The increased amount of available Synthetic Aperture Radar (SAR) images acquired over the ocean represents an extraordinary potential for improving oil spill detection activities. On the other side this involves a growing workload on the operators at analysis centers. In addition, even if the operators go through extensive training to learn manual oil spill detection, they can provide different and subjective responses. Hence, the upgrade and improvements of algorithms for automatic detection that can help in screening the images and prioritizing the alarms are of great benefit. In the framework of an ASI Announcement of Opportunity for the exploitation of COSMO-SkyMed data, a research activity (ASI contract L/020/09/0) aiming at studying the possibility to use neural networks architectures to set up fully automatic processing chains using COSMO-SkyMed imagery has been carried out and results are presented in this paper. The automatic identification of an oil spill is seen as a three step process based on segmentation, feature extraction and classification. We observed that a PCNN (Pulse Coupled Neural Network) was capable of providing a satisfactory performance in the different dark spots extraction, close to what it would be produced by manual editing. For the classification task a Multi-Layer Perceptron (MLP) Neural Network was employed.
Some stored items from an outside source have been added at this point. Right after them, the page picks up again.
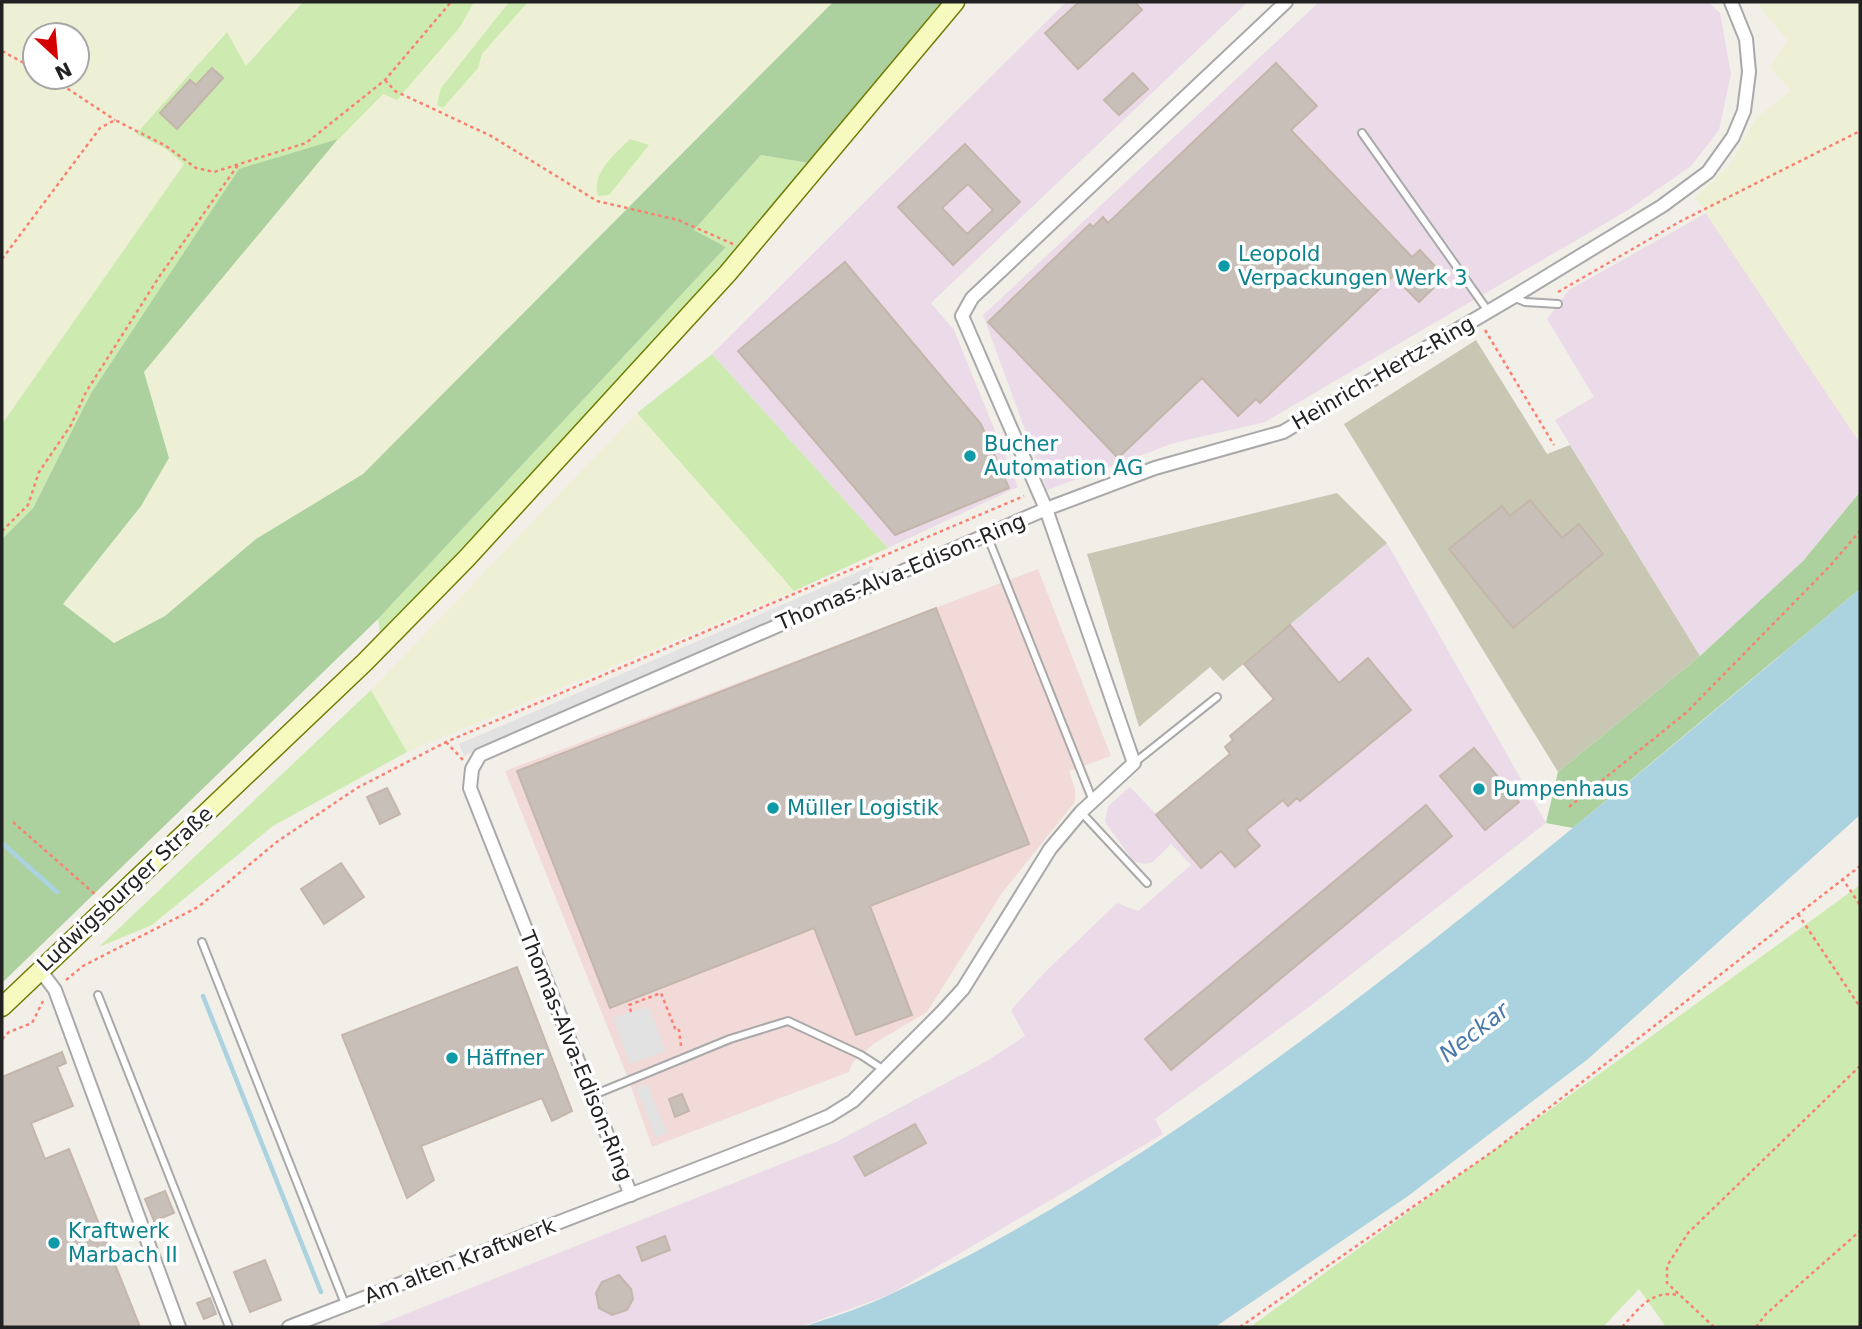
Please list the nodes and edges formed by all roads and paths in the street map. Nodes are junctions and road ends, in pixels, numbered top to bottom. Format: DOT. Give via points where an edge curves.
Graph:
graph roads {
  1 [pos="451,2"];
  2 [pos="955,2"];
  3 [pos="1286,2"];
  4 [pos="1731,2"];
  5 [pos="2,51"];
  6 [pos="21,61"];
  7 [pos="385,80"];
  8 [pos="71,91"];
  9 [pos="115,120"];
  10 [pos="1860,131"];
  11 [pos="1362,132"];
  12 [pos="238,165"];
  13 [pos="746,251"];
  14 [pos="2,259"];
  15 [pos="1513,297"];
  16 [pos="1539,303"];
  17 [pos="1558,304"];
  18 [pos="1483,315"];
  19 [pos="1554,445"];
  20 [pos="1037,490"];
  21 [pos="1046,509"];
  22 [pos="2,531"];
  23 [pos="1860,531"];
  24 [pos="987,535"];
  25 [pos="1217,697"];
  26 [pos="446,742"];
  27 [pos="1134,764"];
  28 [pos="472,769"];
  29 [pos="1093,801"];
  30 [pos="1569,807"];
  31 [pos="1081,812"];
  32 [pos="13,822"];
  33 [pos="1860,866"];
  34 [pos="1842,878"];
  35 [pos="1147,883"];
  36 [pos="1860,905"];
  37 [pos="108,906"];
  38 [pos="1797,913"];
  39 [pos="202,942"];
  40 [pos="40,970"];
  41 [pos="55,990"];
  42 [pos="98,995"];
  43 [pos="2,1007"];
  44 [pos="1860,1007"];
  45 [pos="631,1012"];
  46 [pos="2,1039"];
  47 [pos="670,1064"];
  48 [pos="1860,1066"];
  49 [pos="884,1070"];
  50 [pos="591,1097"];
  51 [pos="631,1195"];
  52 [pos="1860,1231"];
  53 [pos="1679,1295"];
  54 [pos="345,1304"];
  55 [pos="179,1327"];
  56 [pos="229,1327"];
  57 [pos="289,1327"];
  58 [pos="1240,1327"];
  59 [pos="1622,1327"];
  60 [pos="1714,1327"];
  61 [pos="1756,1327"];
  1 -- 7 [label="path"];
  2 -- 13 [label="main road, Ludwigsburger Straße"];
  3 -- 20 [label="street" via="972,298 962,316"];
  4 -- 15 [label="street, Heinrich-Hertz-Ring" via="1746,39 1749,72 1744,111 1733,137 1708,172 1662,206"];
  5 -- 6 [label="path"];
  7 -- 12 [label="path" via="306,143"];
  7 -- 13 [label="path" via="395,91 491,136 597,201 678,220"];
  8 -- 9 [label="path"];
  9 -- 12 [label="path" via="166,146 196,168 214,172"];
  9 -- 14 [label="path" via="100,128"];
  10 -- 16 [label="path" via="1681,221"];
  11 -- 18 [label="lane"];
  12 -- 22 [label="path" via="159,276 86,392 71,425 39,472 28,505"];
  13 -- 37 [label="main road, Ludwigsburger Straße" via="467,558 365,662"];
  15 -- 16 [label="lane"];
  15 -- 18 [label="street, Heinrich-Hertz-Ring"];
  16 -- 17 [label="lane"];
  18 -- 19 [label="path"];
  18 -- 21 [label="street, Heinrich-Hertz-Ring" via="1283,432 1155,468"];
  20 -- 21 [label="street"];
  20 -- 26 [label="path"];
  21 -- 24 [label="street, Thomas-Alva-Edison-Ring"];
  21 -- 27 [label="street, Thomas-Alva-Edison-Ring"];
  23 -- 30 [label="path" via="1687,712"];
  24 -- 28 [label="street, Thomas-Alva-Edison-Ring" via="480,755"];
  24 -- 29 [label="lane"];
  25 -- 27 [label="lane"];
  26 -- 28 [label="path"];
  26 -- 41 [label="path" via="357,788 278,841 198,907 83,966"];
  27 -- 29 [label="street, Thomas-Alva-Edison-Ring"];
  28 -- 50 [label="street, Thomas-Alva-Edison-Ring" via="471,788"];
  29 -- 31 [label="street, Thomas-Alva-Edison-Ring"];
  31 -- 35 [label="lane"];
  31 -- 49 [label="street, Thomas-Alva-Edison-Ring" via="1021,890 962,989"];
  32 -- 37 [label="path"];
  33 -- 34 [label="path"];
  34 -- 36 [label="path"];
  34 -- 38 [label="path"];
  37 -- 40 [label="main road, Ludwigsburger Straße"];
  38 -- 44 [label="path"];
  38 -- 58 [label="path" via="1496,1149"];
  39 -- 54 [label="lane"];
  40 -- 41 [label="street"];
  40 -- 43 [label="main road, Ludwigsburger Straße"];
  41 -- 46 [label="path" via="41,1003 32,1023"];
  41 -- 55 [label="street"];
  42 -- 56 [label="lane"];
  45 -- 47 [label="path" via="629,1005 661,993 682,1039 681,1047 668,1059"];
  47 -- 49 [label="lane" via="788,1021"];
  47 -- 50 [label="lane"];
  48 -- 53 [label="path" via="1688,1233 1667,1266 1667,1283"];
  49 -- 51 [label="street, Thomas-Alva-Edison-Ring" via="853,1101 829,1116"];
  50 -- 51 [label="street, Thomas-Alva-Edison-Ring"];
  51 -- 54 [label="street, Am alten Kraftwerk"];
  52 -- 61 [label="path"];
  53 -- 59 [label="path" via="1663,1292"];
  53 -- 60 [label="path"];
  54 -- 57 [label="street, Am alten Kraftwerk"];
}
Automatic procedure for coastline extraction exploiting full-pol SAR imagery and AANN-PCNN processing chain

Coastal environment is worldwide recognized as an important asset for mankind. Relevant threats, such as erosion and changes in the territory caused by anthropogenic activities, should be addressed appropriately to support authorities and environmental organizations. Coastline extraction procedure is a fundamental task in relation to the monitoring of coastal surroundings, public security and study on potential climate change effects. In this work a new method is proposed, which aims at improving the coastline extraction procedure by harnessing Full-Pol SAR imagery and a processing chain constituted by cascading an Autoassociative Neural Network (AANN) and a Pulse-Coupled Neural Network (PCNN). The AANNs, also known as autoencoders, have been widely used in the literature for nonlinear features extraction and component analysis. This kind of neural network is designed to replicate the input into the output layer. When this task is considered as fulfilled, a good compressed input representation must be present in the bottleneck layer, enabling the extraction of significant features. Conversely the PCNNs don’t need training stages, and are proven effective in the image processing and segmentation tasks. Describing the proposed method in a nutshell, during the first stage the AANN aims at extracting features that would help the land-sea separation process; in the next stage, the PCNN aims at producing the final segmentation and helps to perform the coastline extraction task subsequently executed. Major features of the method mainly consist of the complete processing automation and the novel architecture design which chains different neural networks to accomplish the coastline extraction task.